Seperti tahu maksud pembicaraan Karno, Bu Sinta pun menjawab dengan tersipu malu.

"Saya masih jomblo koq, Pak!"

"Yang benar, Bu? Masak orang secantik Bu Sinta tidak punya pacar sih?" Karno seakan tak percaya dengan ucapan Bu Sinta.

"Beneran Pak, gak ada yang mau sama saya kayaknya Pak hehehe" Bu Sinta pun tertawa terkekeh.

"Wah, kalo begitu boleh dong saya sering-sering datang kemari?" Entah darimana datangnya keberanian itu, tiba-tiba saja Karno berani mengutarakan kata-kata itu.
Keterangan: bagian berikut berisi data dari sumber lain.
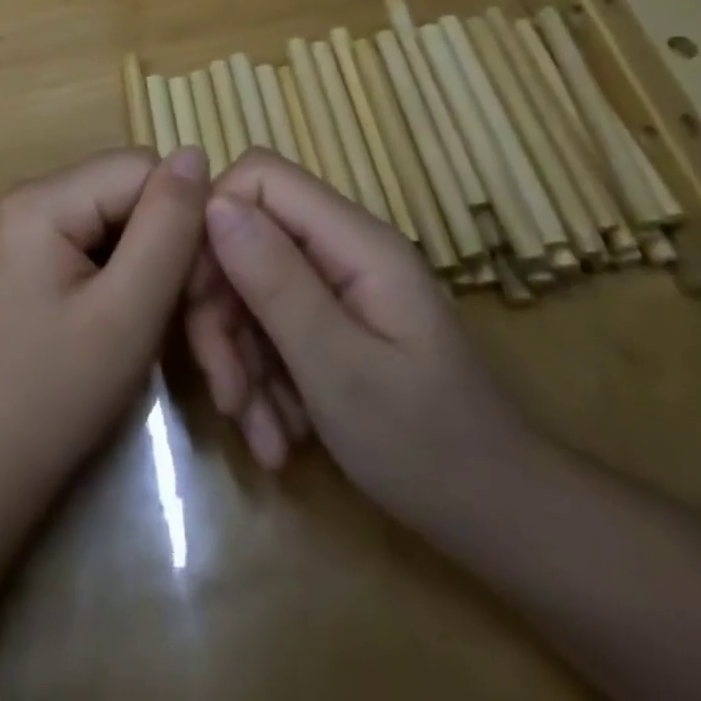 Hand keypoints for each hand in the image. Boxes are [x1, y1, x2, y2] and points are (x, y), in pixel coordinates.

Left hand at [0, 147, 209, 497]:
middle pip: (131, 191)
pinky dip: (131, 277)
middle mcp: (30, 197)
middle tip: (192, 319)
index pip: (141, 168)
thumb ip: (167, 227)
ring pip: (123, 219)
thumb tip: (195, 152)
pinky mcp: (37, 256)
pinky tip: (137, 322)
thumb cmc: (56, 397)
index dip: (184, 219)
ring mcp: (30, 227)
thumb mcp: (127, 312)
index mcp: (40, 199)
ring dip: (156, 267)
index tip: (202, 288)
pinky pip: (102, 243)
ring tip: (166, 327)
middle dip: (171, 246)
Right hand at [184, 151, 535, 529]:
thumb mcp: (340, 370)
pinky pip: (270, 325)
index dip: (214, 220)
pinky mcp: (330, 320)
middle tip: (227, 390)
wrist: (502, 523)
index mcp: (355, 241)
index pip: (259, 177)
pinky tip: (275, 434)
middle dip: (220, 311)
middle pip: (244, 237)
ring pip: (249, 287)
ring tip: (259, 433)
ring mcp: (336, 285)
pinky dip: (260, 377)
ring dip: (238, 358)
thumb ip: (275, 281)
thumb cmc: (429, 448)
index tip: (197, 295)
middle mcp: (342, 248)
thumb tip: (213, 202) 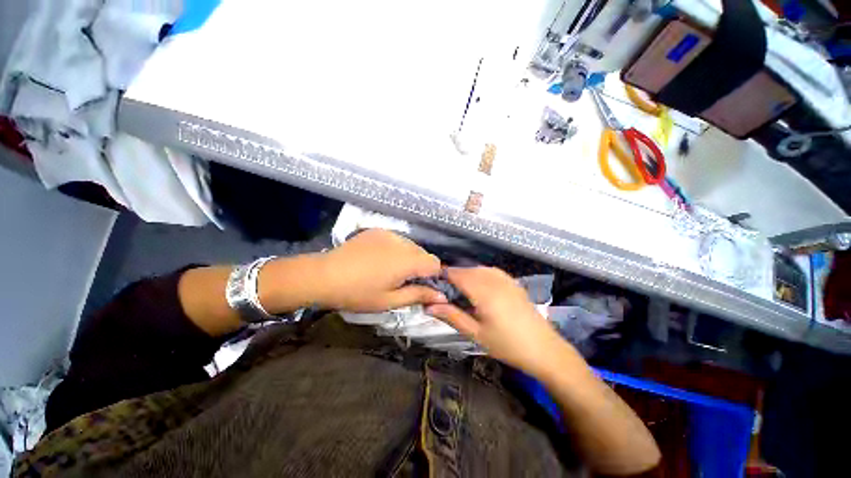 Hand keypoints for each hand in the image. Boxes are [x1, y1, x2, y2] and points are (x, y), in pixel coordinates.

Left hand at [313, 229, 446, 311]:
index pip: (435, 263)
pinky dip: (396, 249)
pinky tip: (380, 259)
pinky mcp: (378, 230)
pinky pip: (397, 239)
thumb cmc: (358, 293)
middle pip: (423, 253)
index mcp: (407, 260)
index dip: (432, 276)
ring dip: (408, 257)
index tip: (421, 286)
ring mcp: (389, 233)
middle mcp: (402, 242)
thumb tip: (442, 297)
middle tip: (403, 281)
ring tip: (390, 270)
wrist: (324, 275)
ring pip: (410, 245)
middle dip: (419, 267)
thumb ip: (418, 295)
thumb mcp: (390, 300)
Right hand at [427, 267, 567, 375]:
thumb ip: (452, 316)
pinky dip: (479, 274)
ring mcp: (506, 279)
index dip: (443, 276)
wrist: (545, 349)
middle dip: (453, 276)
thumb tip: (428, 305)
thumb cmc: (507, 345)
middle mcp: (494, 279)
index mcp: (484, 291)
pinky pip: (490, 271)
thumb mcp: (476, 334)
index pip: (457, 274)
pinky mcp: (513, 282)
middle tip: (444, 292)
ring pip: (478, 269)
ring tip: (459, 290)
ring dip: (466, 275)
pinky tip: (479, 287)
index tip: (433, 284)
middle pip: (467, 270)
Sekilas berkelebat bayangan Mirayang innocent dan juga bapaknya yang suka nyuruh-nyuruh dia.

"Maaf Mir, semua gara-gara bapakmu sih!" Batin Karno getir.
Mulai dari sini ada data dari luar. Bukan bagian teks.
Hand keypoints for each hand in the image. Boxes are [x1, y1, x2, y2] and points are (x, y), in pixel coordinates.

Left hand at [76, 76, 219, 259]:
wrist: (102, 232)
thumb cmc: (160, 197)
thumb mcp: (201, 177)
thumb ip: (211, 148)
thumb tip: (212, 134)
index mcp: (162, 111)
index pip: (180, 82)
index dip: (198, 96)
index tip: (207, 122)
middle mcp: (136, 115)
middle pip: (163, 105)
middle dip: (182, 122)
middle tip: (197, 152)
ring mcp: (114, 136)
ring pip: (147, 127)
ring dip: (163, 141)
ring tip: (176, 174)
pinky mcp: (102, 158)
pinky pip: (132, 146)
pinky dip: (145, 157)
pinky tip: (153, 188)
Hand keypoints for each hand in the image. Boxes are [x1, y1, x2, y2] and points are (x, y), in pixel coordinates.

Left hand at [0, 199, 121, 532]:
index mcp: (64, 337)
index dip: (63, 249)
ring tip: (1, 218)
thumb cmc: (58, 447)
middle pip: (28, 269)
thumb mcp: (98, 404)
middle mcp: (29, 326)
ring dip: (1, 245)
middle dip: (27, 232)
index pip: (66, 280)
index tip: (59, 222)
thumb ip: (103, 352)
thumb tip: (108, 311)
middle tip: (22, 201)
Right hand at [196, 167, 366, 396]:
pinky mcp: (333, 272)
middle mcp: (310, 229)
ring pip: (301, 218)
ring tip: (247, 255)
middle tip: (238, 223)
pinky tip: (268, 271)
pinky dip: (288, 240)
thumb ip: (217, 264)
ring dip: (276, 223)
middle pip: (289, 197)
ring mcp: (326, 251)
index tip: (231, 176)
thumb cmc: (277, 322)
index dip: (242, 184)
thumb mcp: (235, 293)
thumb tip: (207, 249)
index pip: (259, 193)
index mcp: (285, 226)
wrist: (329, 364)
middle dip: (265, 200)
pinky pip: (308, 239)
"Silahkan kalo Pak Karno tidak keberatan! Oh ya, masuk dulu Pak. Mau minum apa nih?" Tiba-tiba Bu Sinta ingat kalo dia belum mempersilakan tamunya masuk ke dalam rumah.

"Makasih, Bu! Apa saja asal bikinan Bu Sinta, pasti saya minum" Mulailah Karno ngegombal.
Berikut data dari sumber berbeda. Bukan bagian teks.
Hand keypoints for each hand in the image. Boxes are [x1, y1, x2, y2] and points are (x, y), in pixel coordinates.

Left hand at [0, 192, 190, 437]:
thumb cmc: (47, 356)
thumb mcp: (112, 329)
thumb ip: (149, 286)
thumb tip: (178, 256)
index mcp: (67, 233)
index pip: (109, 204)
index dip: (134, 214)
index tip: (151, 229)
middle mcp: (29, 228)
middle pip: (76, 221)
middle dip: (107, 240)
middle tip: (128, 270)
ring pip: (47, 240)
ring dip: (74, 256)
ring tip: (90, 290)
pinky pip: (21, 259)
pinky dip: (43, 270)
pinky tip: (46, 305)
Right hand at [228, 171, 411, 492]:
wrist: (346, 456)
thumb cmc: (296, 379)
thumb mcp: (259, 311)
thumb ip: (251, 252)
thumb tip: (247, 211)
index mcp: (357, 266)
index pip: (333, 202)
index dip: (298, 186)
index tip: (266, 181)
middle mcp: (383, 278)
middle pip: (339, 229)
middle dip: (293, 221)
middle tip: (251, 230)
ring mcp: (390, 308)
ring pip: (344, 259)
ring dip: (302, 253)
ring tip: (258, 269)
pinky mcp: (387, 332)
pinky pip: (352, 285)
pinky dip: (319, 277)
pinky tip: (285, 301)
Bu Sinta pun segera berlalu dari hadapan Karno menuju dapur dan tak berapa lama sudah muncul kembali dengan dua gelas teh hangat serta sepiring pisang goreng.

"Mari silahkan diminum Pak! Ini tadi kebetulan ada tetangga yang ngirimin pisang. Daripada tidak kemakan, mendingan saya goreng."

Karno pun segera menyeruput teh hangat di depannya, tak lupa dia ambil pula sepotong pisang goreng yang masih hangat.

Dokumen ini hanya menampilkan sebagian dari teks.